The Meizu M6 was sold in four colors: Matte Black, Moonlight Silver, Champagne Gold, and Electric Light Blue.

== Technical specifications ==

=== Processor ===
The smartphone is powered with the MediaTek MT6750 processor, which was previously found in the Meizu M5 and Meizu M3s models, and a Mali-T860 graphics processor.

=== Battery ===
The phone's battery has a capacity of 3070 mAh and supports 24 W mCharge 4 fast charging.

=== Camera ===
The smartphone has a 13 MP main camera with an aperture (wide-angle) and phase-detection autofocus, capable of recording video in 1080p resolution at 30 frames per second. The front camera has an 8 MP resolution (wide-angle), an aperture, and can record video in 1080p resolution at 30 frames per second.

=== Display ===
The display has a 5.2-inch IPS LCD display with a 1280x720 HD resolution, a 16:9 aspect ratio, and a pixel density of 282 ppi.

=== Storage ===
The smartphone was sold in configurations of 2/16 GB and 3/32 GB.

=== Software ===
The smartphone was launched with Flyme 6.2 (Chinese version)/ Flyme 6.2.0.3G (Global version), which was based on Android 7.0 Nougat. It was later updated to Flyme 8.0.5.0A (China variant)/ Flyme 7.1.2.0G (Global variant). Both still based on Android 7.0 Nougat.

== Reception ==
A reviewer from the information portal ITC.ua gave the Meizu M6 a rating of 3.5 out of 5. Among the cons, he mentioned the minimally changed design and low performance. The reviewer praised the affordable price, high-quality screen, and battery life of the device. In conclusion, he stated that it's a decent smartphone that doesn't look to its competitors. There's no point in replacing an old model with a new one, but it could be suitable as a first smartphone or a replacement for an old model, although there are more interesting options available.
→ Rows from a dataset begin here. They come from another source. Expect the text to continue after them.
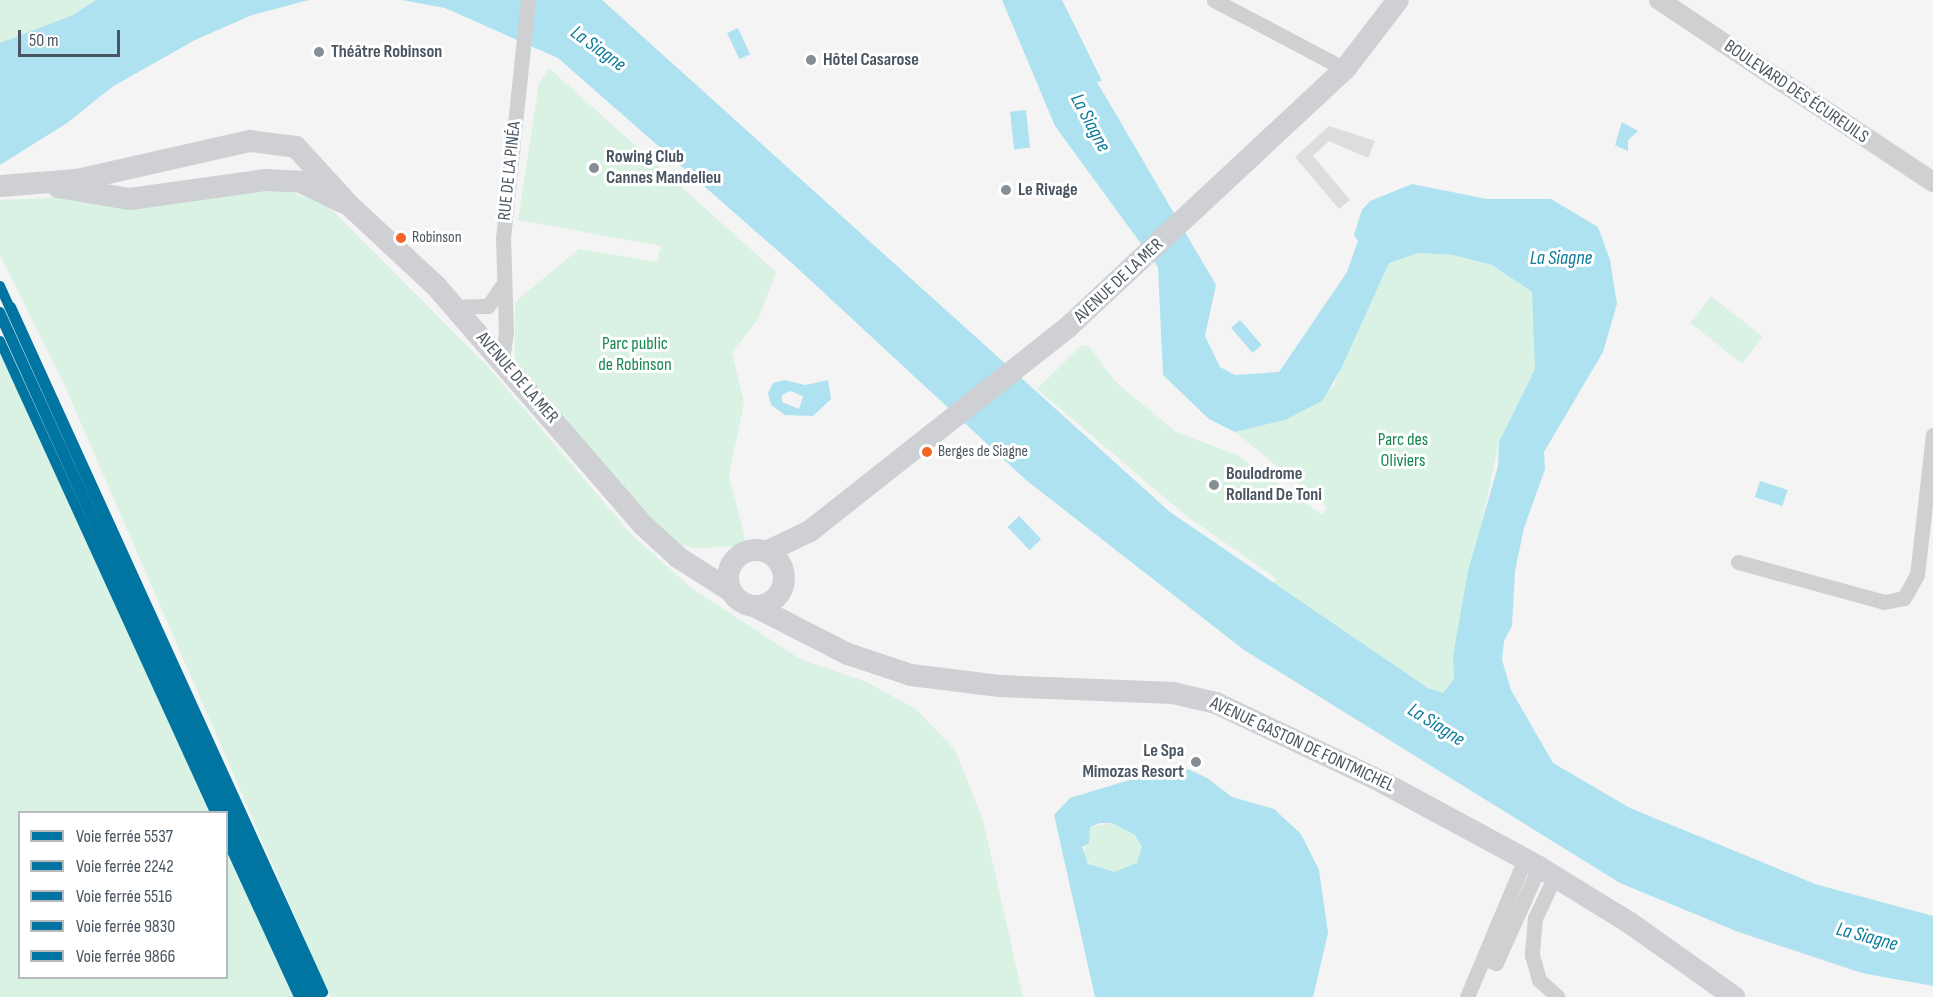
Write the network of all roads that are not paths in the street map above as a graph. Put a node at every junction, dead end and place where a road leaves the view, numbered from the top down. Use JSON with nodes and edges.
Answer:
{"nodes":[{"id":1,"x":528,"y":0,"type":"edge"},
{"id":2,"x":1214,"y":0,"type":"edge"},
{"id":3,"x":1398,"y":0,"type":"edge"},
{"id":4,"x":1659,"y":0,"type":"edge"},
{"id":5,"x":1345,"y":69,"type":"junction"},
{"id":6,"x":41,"y":182,"type":"junction"},
{"id":7,"x":1933,"y":182,"type":"edge"},
{"id":8,"x":0,"y":186,"type":"edge"},
{"id":9,"x":348,"y":205,"type":"junction"},
{"id":10,"x":502,"y":286,"type":"junction"},
{"id":11,"x":488,"y":306,"type":"junction"},
{"id":12,"x":455,"y":307,"type":"junction"},
{"id":13,"x":505,"y":324,"type":"junction"},
{"id":14,"x":477,"y":332,"type":"junction"},
{"id":15,"x":501,"y":360,"type":"junction"},
{"id":16,"x":1933,"y":435,"type":"edge"},
{"id":17,"x":810,"y":531,"type":"junction"},
{"id":18,"x":766,"y":552,"type":"junction"},
{"id":19,"x":738,"y":557,"type":"junction"},
{"id":20,"x":679,"y":558,"type":"junction"},
{"id":21,"x":1738,"y":562,"type":"dead end"},
{"id":22,"x":783,"y":584,"type":"junction"},
{"id":23,"x":731,"y":591,"type":"junction"},
{"id":24,"x":756,"y":607,"type":"junction"},
{"id":25,"x":792,"y":626,"type":"junction"},
{"id":26,"x":1540,"y":868,"type":"junction"},
{"id":27,"x":1467,"y":997,"type":"edge"},
{"id":28,"x":1558,"y":997,"type":"edge"},
{"id":29,"x":1734,"y":997,"type":"edge"}],
"edges":[{"from":1,"to":10,"type":"street","name":"RUE DE LA PINÉA"},
{"from":2,"to":5,"type":"street"},
{"from":3,"to":5,"type":"main road","name":"AVENUE DE LA MER"},
{"from":4,"to":7,"type":"street","name":"BOULEVARD DES ÉCUREUILS"},
{"from":5,"to":17,"type":"main road","name":"AVENUE DE LA MER"},
{"from":6,"to":8,"type":"main road","name":"AVENUE DE LA MER"},
{"from":6,"to":9,"type":"main road","name":"AVENUE DE LA MER"},
{"from":6,"to":9,"type":"main road","name":"AVENUE DE LA MER"},
{"from":9,"to":12,"type":"main road","name":"AVENUE DE LA MER"},
{"from":10,"to":11,"type":"street"},
{"from":10,"to":13,"type":"street","name":"RUE DE LA PINÉA"},
{"from":11,"to":12,"type":"street"},
{"from":11,"to":14,"type":"street"},
{"from":12,"to":14,"type":"main road","name":"AVENUE DE LA MER"},
{"from":13,"to":14,"type":"street"},
{"from":13,"to":15,"type":"street","name":"RUE DE LA PINÉA"},
{"from":14,"to":15,"type":"main road","name":"AVENUE DE LA MER"},
{"from":15,"to":20,"type":"main road","name":"AVENUE DE LA MER"},
{"from":16,"to":21,"type":"street"},
{"from":17,"to":18,"type":"main road"},
{"from":17,"to":22,"type":"main road"},
{"from":18,"to":19,"type":"main road"},
{"from":18,"to":22,"type":"main road"},
{"from":19,"to":20,"type":"main road"},
{"from":19,"to":23,"type":"main road"},
{"from":20,"to":23,"type":"main road","name":"AVENUE DE LA MER"},
{"from":22,"to":24,"type":"main road"},
{"from":22,"to":25,"type":"main road"},
{"from":23,"to":24,"type":"main road"},
{"from":24,"to":25,"type":"main road","name":"AVENUE GASTON DE FONTMICHEL"},
{"from":25,"to":26,"type":"main road","name":"AVENUE GASTON DE FONTMICHEL"},
{"from":26,"to":27,"type":"street"},
{"from":26,"to":28,"type":"street"},
{"from":26,"to":29,"type":"main road","name":"AVENUE GASTON DE FONTMICHEL"}]}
The reviewer from Pingvin.Pro gave the smartphone a rating of 4.2 out of 10. The reviewer praised the phone's design and connectivity. However, they criticized the screen, plastic body, hardware platform, optimization, software, cameras, and battery life. In conclusion, the reviewer stated: "The Meizu M6 is a good budget phone from the company that you won't be ashamed to use. Yes, it's far from perfect, but it also doesn't have any significant flaws that would make you want to reject it."

The reviewer from Root-Nation criticized the smartphone for its overly boring design, screen, platform, camera, and battery. The reviewer named Flyme and high-quality software as the smartphone's main advantages. In conclusion, they said that the smartphone performs its basic functions well. However, there are competitors that offer better features for the same price.